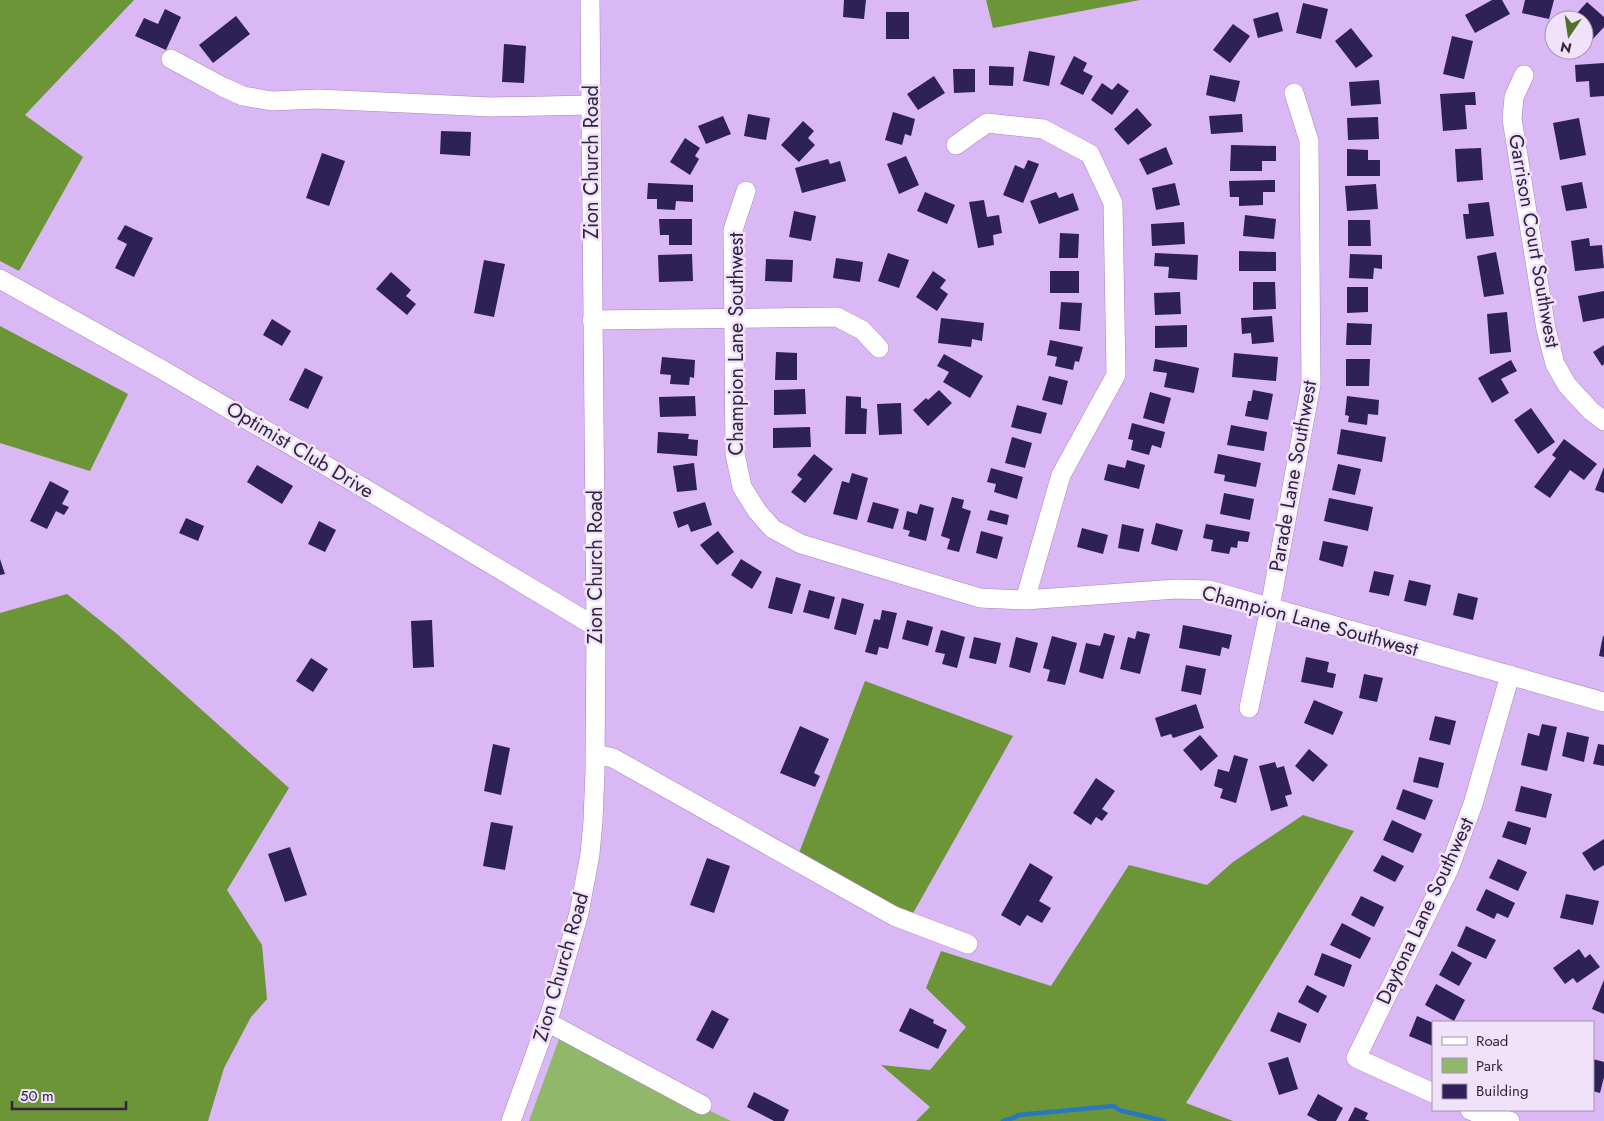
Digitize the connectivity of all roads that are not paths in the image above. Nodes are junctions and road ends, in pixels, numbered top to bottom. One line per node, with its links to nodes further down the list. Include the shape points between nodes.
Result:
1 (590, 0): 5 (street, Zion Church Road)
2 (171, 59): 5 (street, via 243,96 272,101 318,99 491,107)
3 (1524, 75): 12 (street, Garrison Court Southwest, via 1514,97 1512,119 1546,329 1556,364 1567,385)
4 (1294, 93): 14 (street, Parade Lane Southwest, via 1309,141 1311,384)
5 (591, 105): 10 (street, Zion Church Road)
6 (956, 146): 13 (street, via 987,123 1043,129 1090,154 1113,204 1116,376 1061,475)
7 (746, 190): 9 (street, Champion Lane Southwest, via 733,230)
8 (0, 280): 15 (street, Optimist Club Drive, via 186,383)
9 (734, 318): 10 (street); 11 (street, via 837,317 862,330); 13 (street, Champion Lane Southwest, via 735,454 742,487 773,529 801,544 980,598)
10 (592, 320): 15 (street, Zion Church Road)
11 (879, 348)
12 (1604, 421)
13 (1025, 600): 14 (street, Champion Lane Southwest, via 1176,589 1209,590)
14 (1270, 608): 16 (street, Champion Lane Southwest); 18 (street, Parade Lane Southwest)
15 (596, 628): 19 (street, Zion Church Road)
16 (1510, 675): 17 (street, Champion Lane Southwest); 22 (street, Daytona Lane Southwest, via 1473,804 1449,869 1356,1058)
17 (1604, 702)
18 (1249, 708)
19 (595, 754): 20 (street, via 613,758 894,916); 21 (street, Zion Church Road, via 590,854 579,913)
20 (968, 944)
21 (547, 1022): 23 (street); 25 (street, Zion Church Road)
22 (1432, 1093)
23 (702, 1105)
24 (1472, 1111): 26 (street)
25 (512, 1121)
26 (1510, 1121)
==
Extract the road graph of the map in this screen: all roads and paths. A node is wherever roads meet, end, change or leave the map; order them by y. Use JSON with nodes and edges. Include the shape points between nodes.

● TASK GOAL
Your task is to show every line of the listing above containing "paths".

● TASK ANSWER
Digitize the connectivity of all roads that are not paths in the image above. Nodes are junctions and road ends, in pixels, numbered top to bottom. One line per node, with its links to nodes further down the list. Include the shape points between nodes.
Extract the road graph of the map in this screen: all roads and paths. A node is wherever roads meet, end, change or leave the map; order them by y. Use JSON with nodes and edges. Include the shape points between nodes.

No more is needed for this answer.